Task to carry out: Please make an exact transcription of the records, keeping the pictures out of it.

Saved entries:
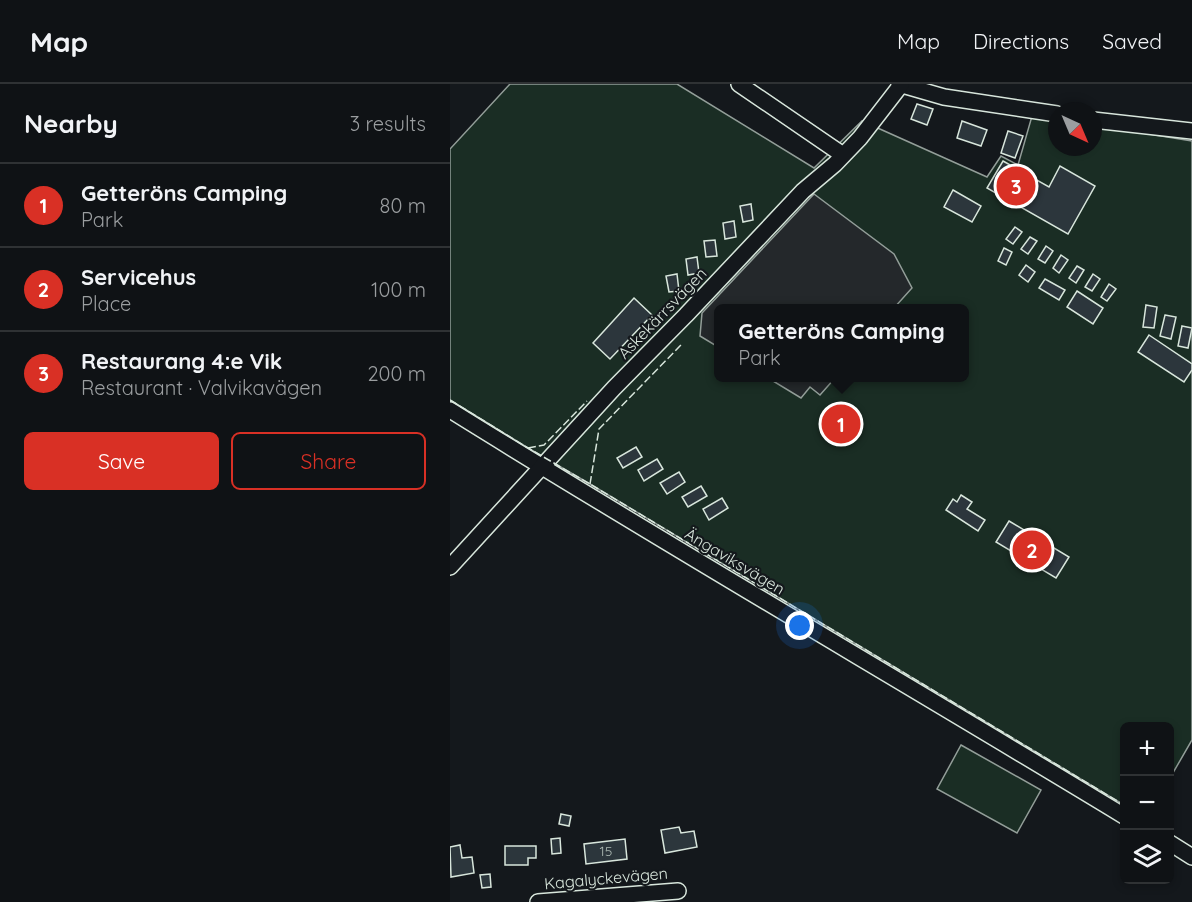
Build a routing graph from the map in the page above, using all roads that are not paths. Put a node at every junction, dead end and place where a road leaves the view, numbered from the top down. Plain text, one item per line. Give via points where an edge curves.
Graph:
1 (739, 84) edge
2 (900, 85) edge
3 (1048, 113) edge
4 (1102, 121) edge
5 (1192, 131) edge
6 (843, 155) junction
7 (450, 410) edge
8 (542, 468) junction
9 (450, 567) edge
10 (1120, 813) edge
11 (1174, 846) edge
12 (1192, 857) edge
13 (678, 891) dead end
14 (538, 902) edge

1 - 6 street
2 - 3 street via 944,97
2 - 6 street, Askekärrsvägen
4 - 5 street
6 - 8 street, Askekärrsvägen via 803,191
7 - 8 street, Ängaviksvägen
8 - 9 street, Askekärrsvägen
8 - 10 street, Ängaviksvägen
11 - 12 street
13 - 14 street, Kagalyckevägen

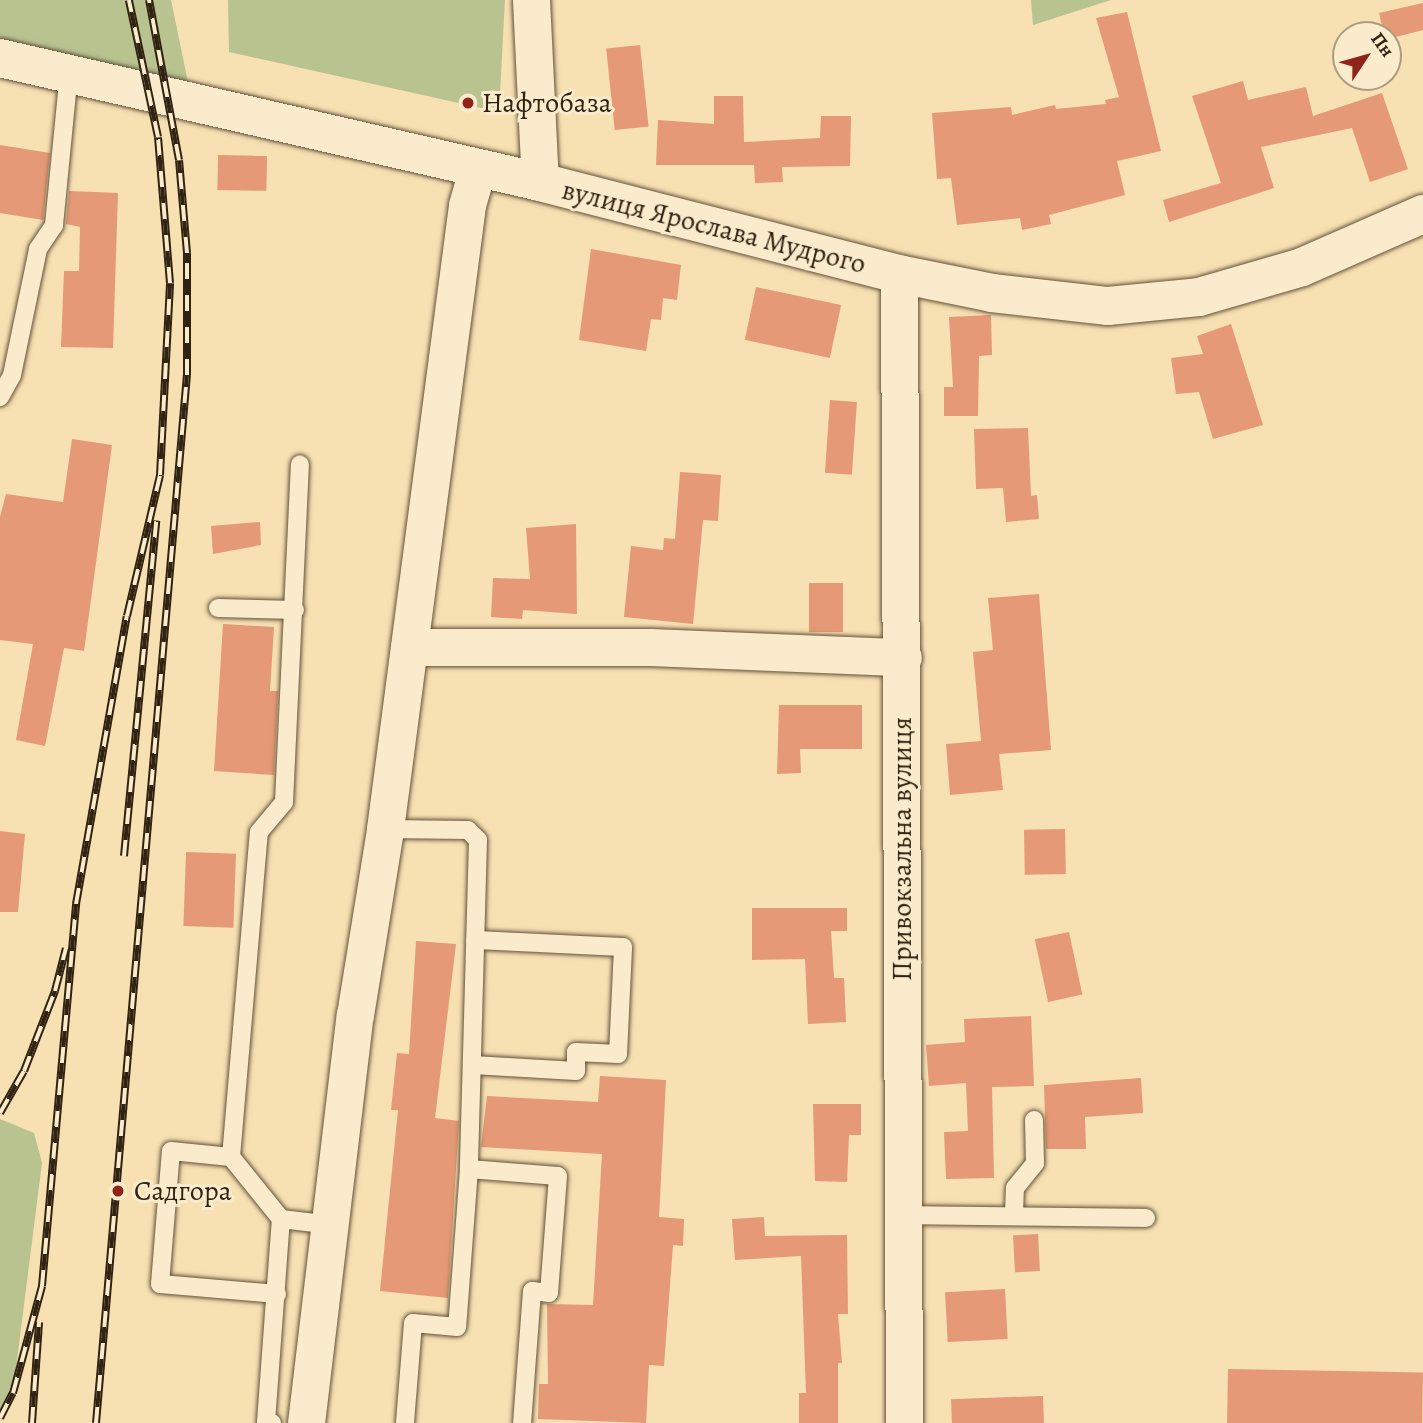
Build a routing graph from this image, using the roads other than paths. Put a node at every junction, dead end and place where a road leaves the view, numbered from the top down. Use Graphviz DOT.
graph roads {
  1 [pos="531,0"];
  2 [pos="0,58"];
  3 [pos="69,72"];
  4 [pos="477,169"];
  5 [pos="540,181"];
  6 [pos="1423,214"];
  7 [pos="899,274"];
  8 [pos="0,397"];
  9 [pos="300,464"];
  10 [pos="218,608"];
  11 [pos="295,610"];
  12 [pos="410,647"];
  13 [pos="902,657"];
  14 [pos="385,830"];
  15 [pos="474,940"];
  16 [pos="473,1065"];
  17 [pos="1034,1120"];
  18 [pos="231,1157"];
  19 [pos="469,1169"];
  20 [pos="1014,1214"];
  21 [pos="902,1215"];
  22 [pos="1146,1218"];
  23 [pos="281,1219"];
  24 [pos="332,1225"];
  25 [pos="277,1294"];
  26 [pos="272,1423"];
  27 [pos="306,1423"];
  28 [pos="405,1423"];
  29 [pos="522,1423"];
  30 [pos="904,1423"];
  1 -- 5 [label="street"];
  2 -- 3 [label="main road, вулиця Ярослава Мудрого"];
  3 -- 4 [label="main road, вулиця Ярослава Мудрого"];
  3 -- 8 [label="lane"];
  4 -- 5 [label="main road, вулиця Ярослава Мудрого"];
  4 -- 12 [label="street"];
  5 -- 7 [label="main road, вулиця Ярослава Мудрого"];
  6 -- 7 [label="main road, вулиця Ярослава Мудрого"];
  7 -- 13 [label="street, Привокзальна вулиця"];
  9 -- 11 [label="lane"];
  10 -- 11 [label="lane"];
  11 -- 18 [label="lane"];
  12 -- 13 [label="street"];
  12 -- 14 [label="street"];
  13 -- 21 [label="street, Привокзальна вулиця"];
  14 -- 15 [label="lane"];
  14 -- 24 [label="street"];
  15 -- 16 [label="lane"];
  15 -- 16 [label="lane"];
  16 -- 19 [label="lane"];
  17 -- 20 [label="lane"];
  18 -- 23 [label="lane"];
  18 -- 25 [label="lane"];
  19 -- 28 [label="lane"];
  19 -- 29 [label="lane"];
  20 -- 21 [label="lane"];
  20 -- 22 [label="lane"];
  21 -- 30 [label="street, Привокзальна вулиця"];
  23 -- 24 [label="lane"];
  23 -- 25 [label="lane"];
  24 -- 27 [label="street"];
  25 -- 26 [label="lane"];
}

Exercise result:
Build a routing graph from the map in the page above, using all roads that are not paths. Put a node at every junction, dead end and place where a road leaves the view, numbered from the top down. Plain text, one item per line. Give via points where an edge curves.
Graph:
1 (739, 84) edge
2 (900, 85) edge
3 (1048, 113) edge
4 (1102, 121) edge
5 (1192, 131) edge
6 (843, 155) junction
7 (450, 410) edge
8 (542, 468) junction
9 (450, 567) edge
10 (1120, 813) edge
11 (1174, 846) edge
12 (1192, 857) edge
13 (678, 891) dead end
14 (538, 902) edge

1 - 6 street
2 - 3 street via 944,97
2 - 6 street, Askekärrsvägen
4 - 5 street
6 - 8 street, Askekärrsvägen via 803,191
7 - 8 street, Ängaviksvägen
8 - 9 street, Askekärrsvägen
8 - 10 street, Ängaviksvägen
11 - 12 street
13 - 14 street, Kagalyckevägen

Build a routing graph from this image, using the roads other than paths. Put a node at every junction, dead end and place where a road leaves the view, numbered from the top down. Use Graphviz DOT.
graph roads {
  1 [pos="531,0"];
  2 [pos="0,58"];
  3 [pos="69,72"];
  4 [pos="477,169"];
  5 [pos="540,181"];
  6 [pos="1423,214"];
  7 [pos="899,274"];
  8 [pos="0,397"];
  9 [pos="300,464"];
  10 [pos="218,608"];
  11 [pos="295,610"];
  12 [pos="410,647"];
  13 [pos="902,657"];
  14 [pos="385,830"];
  15 [pos="474,940"];
  16 [pos="473,1065"];
  17 [pos="1034,1120"];
  18 [pos="231,1157"];
  19 [pos="469,1169"];
  20 [pos="1014,1214"];
  21 [pos="902,1215"];
  22 [pos="1146,1218"];
  23 [pos="281,1219"];
  24 [pos="332,1225"];
  25 [pos="277,1294"];
  26 [pos="272,1423"];
  27 [pos="306,1423"];
  28 [pos="405,1423"];
  29 [pos="522,1423"];
  30 [pos="904,1423"];
  1 -- 5 [label="street"];
  2 -- 3 [label="main road, вулиця Ярослава Мудрого"];
  3 -- 4 [label="main road, вулиця Ярослава Мудрого"];
  3 -- 8 [label="lane"];
  4 -- 5 [label="main road, вулиця Ярослава Мудрого"];
  4 -- 12 [label="street"];
  5 -- 7 [label="main road, вулиця Ярослава Мудрого"];
  6 -- 7 [label="main road, вулиця Ярослава Мудрого"];
  7 -- 13 [label="street, Привокзальна вулиця"];
  9 -- 11 [label="lane"];
  10 -- 11 [label="lane"];
  11 -- 18 [label="lane"];
  12 -- 13 [label="street"];
  12 -- 14 [label="street"];
  13 -- 21 [label="street, Привокзальна вулиця"];
  14 -- 15 [label="lane"];
  14 -- 24 [label="street"];
  15 -- 16 [label="lane"];
  15 -- 16 [label="lane"];
  16 -- 19 [label="lane"];
  17 -- 20 [label="lane"];
  18 -- 23 [label="lane"];
  18 -- 25 [label="lane"];
  19 -- 28 [label="lane"];
  19 -- 29 [label="lane"];
  20 -- 21 [label="lane"];
  20 -- 22 [label="lane"];
  21 -- 30 [label="street, Привокзальна вулиця"];
  23 -- 24 [label="lane"];
  23 -- 25 [label="lane"];
  24 -- 27 [label="street"];
  25 -- 26 [label="lane"];
}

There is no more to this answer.